Годы шли, но казнь через распятие оставалась неизменным жестоким атрибутом римского общества. Всех бунтовщиков рано или поздно ждал один конец: сначала тащить на себе тяжеленный патибулум — поперечную балку, а потом быть жестоко прибитым к самому кресту. Это делалось так: несчастному вбивали огромные железные гвозди в руки, отчего человек испытывал адскую боль. Потом прибивали ноги и водружали крест. Боль в руках моментально давала о себе знать, когда вес тела вгрызался в кровоточащую плоть ладоней. Чтобы приглушить боль, человек опирался на ноги, но в это время гвозди, пробившие ступни, взрезались в кости и мясо несчастного. Это мучение продолжалось часами или днями, кому как повезёт — иные бедолаги не могли умереть по два-три дня. Некоторым, из жалости, перебивали железным прутом голени, считалось, что после этого смерть наступала быстрее. Люди умирали от болевого шока, от жажды, от инфекций, да от чего угодно. Тяжёлая, мучительная смерть.
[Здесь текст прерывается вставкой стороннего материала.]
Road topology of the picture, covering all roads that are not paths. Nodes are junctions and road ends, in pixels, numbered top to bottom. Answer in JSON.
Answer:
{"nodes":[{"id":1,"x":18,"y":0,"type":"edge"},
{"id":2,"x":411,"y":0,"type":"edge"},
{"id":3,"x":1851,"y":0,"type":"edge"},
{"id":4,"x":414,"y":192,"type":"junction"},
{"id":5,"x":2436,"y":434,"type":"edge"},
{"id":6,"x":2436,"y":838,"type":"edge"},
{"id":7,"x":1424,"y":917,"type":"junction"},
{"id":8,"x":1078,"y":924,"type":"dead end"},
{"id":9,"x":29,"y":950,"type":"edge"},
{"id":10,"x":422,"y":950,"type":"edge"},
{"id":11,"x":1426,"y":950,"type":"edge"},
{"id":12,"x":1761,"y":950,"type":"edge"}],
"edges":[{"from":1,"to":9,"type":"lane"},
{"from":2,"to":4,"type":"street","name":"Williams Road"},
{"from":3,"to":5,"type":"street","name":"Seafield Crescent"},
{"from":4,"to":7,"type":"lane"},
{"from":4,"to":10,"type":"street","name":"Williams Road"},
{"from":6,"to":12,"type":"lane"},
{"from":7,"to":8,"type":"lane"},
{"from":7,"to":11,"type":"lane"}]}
Так погиб и Иисус из Назарета. Ведь в то время Иудея была римской провинцией и подчинялась её законам, а управлял ею прокуратор империи Понтий Пилат. Он остался в веках не только как человек, приговоривший к казни сына божьего, но и как один из худших правителей провинций в истории. Понтий был алчен, жесток и безжалостен, он насиловал и оскорблял, грабил и убивал, его боялись враги, друзья и даже его собственная семья. Говорят, что иногда, в минуты милосердия, он любил не распинать, а вешать людей, ускоряя их гибель, и смотреть, как они болтают ногами, синея в петле. А Пилат в это время пил разбавленное вино, и хохотал, наблюдая за тем, как жизнь покидает бренные тела.

В связи с этим у меня вопрос ко всем присутствующим. Я сама на него не могу ответить, и потому мне становится страшно. Скажите, если бы во времена императора Тиберия и прокуратора Пилата людей вешали на виселице, а не распинали, то символом христианства сейчас была бы петля, а не крест?


*


— Слушай, ты чё, так ему и сказала? — пьяненько прошептала Луиза.

— Прямо так! — воскликнула Бо, закрываясь рукой от веток, возникающих из темноты.